In the absence of reason as a basis for choice, we have to have desire.  If it is equally good to eat a peach or a fig, then perhaps we simply need to desire one or the other.  “I think I would like a peach today,” doesn’t require us to denigrate the choice of a fig, only to recognize a momentary preference.  If we do not think about our preferences, but simply respond to them, act on them, then knowledge of good and evil is only necessary if there is the possibility of evil in a choice we might desire.  This is the real meaning of the serpent.  The serpent doesn’t make Eve aware of the choice – she already knows that the fruit is forbidden – the serpent’s role is to convince Eve that she desires the fruit, so that she has a reason to choose it.  And the fact that the fruit is forbidden is an argument in favor of desire, because unless the thing is desirable, there is no reason to choose it, and consequently no reason to forbid the choice.
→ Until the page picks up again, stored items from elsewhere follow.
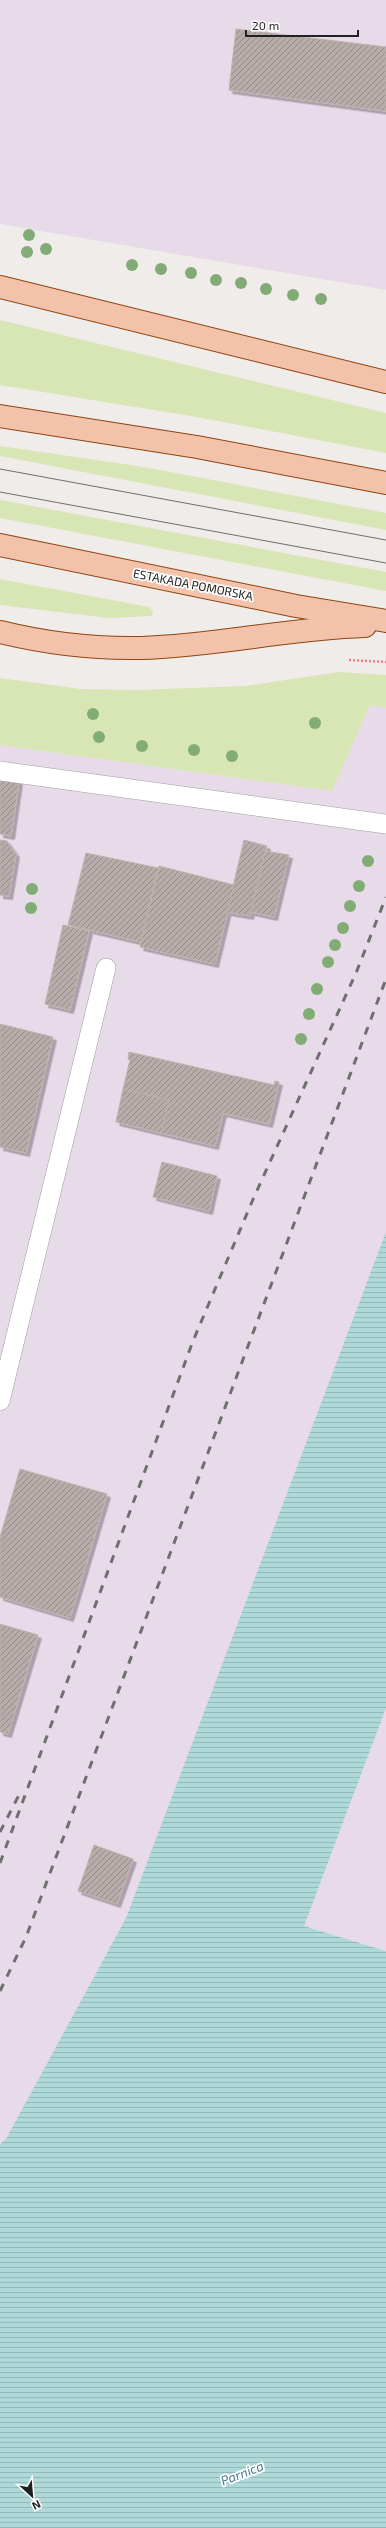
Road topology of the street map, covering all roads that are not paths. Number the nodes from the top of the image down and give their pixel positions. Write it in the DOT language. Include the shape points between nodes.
graph roads {
  1 [pos="0,287"];
  2 [pos="386,382"];
  3 [pos="0,416"];
  4 [pos="386,483"];
  5 [pos="0,545"];
  6 [pos="386,621"];
  7 [pos="386,626"];
  8 [pos="0,632"];
  9 [pos="0,771"];
  10 [pos="386,824"];
  11 [pos="106,968"];
  12 [pos="0,1401"];
  1 -- 2 [label="main road"];
  3 -- 4 [label="main road" via="197,447"];
  5 -- 6 [label="main road, ESTAKADA POMORSKA" via="288,604"];
  7 -- 8 [label="main road" via="319,629 142,648 85,646"];
  9 -- 10 [label="lane"];
  11 -- 12 [label="lane"];
}
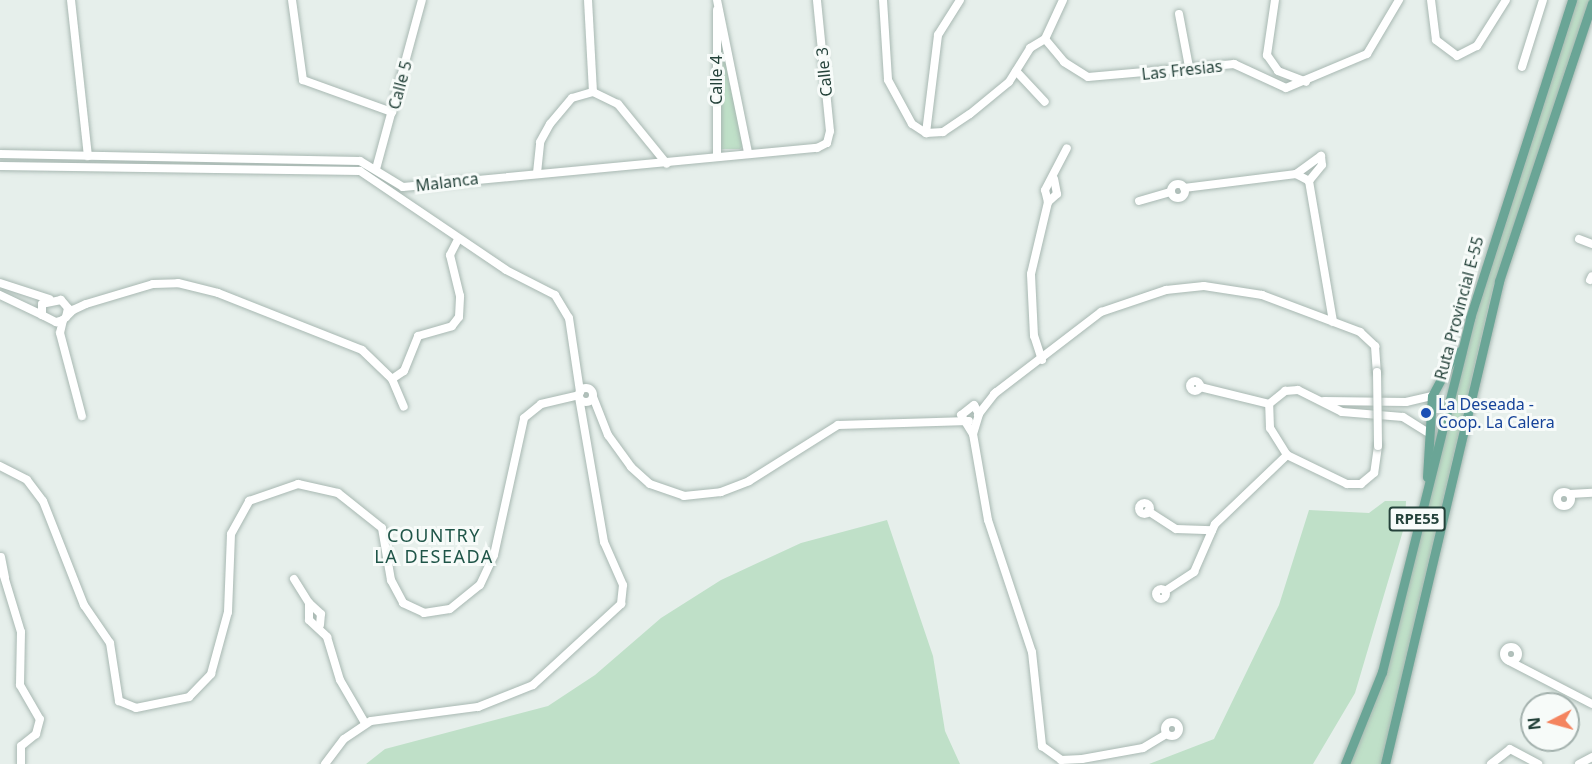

But there is still a problem.  The forbidden fruit gives Adam and Eve the knowledge that there is both good and evil in the world, but it doesn’t give them clear knowledge of which is which.  This they have to figure out as they go along.  They quickly understand that things have changed; but they have no solid basis for judging those changes.  They find that they are naked, and become ashamed by the knowledge.  Why?  They have been naked all along in Eden, and Eden is perfect, so why should nakedness be shameful?  Apparently, it is the knowledge of their nakedness that is shameful, not the nakedness itself.  Things get topsy-turvy pretty quickly after that.  In Eden, there is no death.  The lion and the lamb lie down together and both eat grass.  Adam and Eve eat only fruit.  But after they eat of the Tree of Knowledge, and know that they are naked, Got clothes them in animal skins.  They learn that not only are the animals now killing each other for survival, but that they must also kill in order to survive.  Before the fall, God had created a world in which killing was not possible; after the fall, the descendants of Adam and Eve kill each other – beginning with Adam and Eve’s first born sons – in order to have the things they need and desire;  and even more than that, they kill other animals, make sacrifices, to honor God.  So is killing evil, or good?

Before the fall, Adam and Eve are ignorant of sex.  There is no need for sex, because there is no need for procreation.  In fact, procreation would be a problem, because there is no death.  There is no desire for sex, because there is no knowledge of sex.  Knowledge of sex would be a problem in Eden unless procreation was impossible, because if sexual activity is a choice, then desire may lead us to choose it, and in the absence of pregnancy prevention, choosing it would inevitably lead to procreation.  But is sex, therefore, evil?  Is procreation?  Is everything that did not exist in Eden before the fall evil by definition?  Note that eating the forbidden fruit doesn’t creategood and evil, it simply allows Adam and Eve to know that they exist.  It allows them to see the possibilities for good and evil in the choices they might make, and to consider those possibilities as they choose.

Thus, the lesson of the Garden of Eden becomes not the emergence of evil, or original sin, but the attainment of knowledge, and with it full humanity.  It is, after all, our ability to choose and to give meaning to our choices that makes us human.  Why would God set it up that way?  Perhaps because if good is the direction of God, then maybe God wants us to choose it; to go toward God consciously; to know what it is we are doing.  And we cannot always know which choice is the “good” one because life is more complex than that, and because the experience of life is, itself, essential to understanding the choices.  If it were easier, it wouldn’t mean so much.

An old folk song praises the day that Eve got Adam to eat the apple, because without that we wouldn’t be here at all.  The fruit of the tree of knowledge, in Eden, was the only fruit (other than eternal life) that was not to be eaten.  Now it is the only fruit we must eat.  We must not go ignorantly or accidently toward God (except of course in the case of children or other innocents), but must eat daily of the fruit of knowledge and then choose.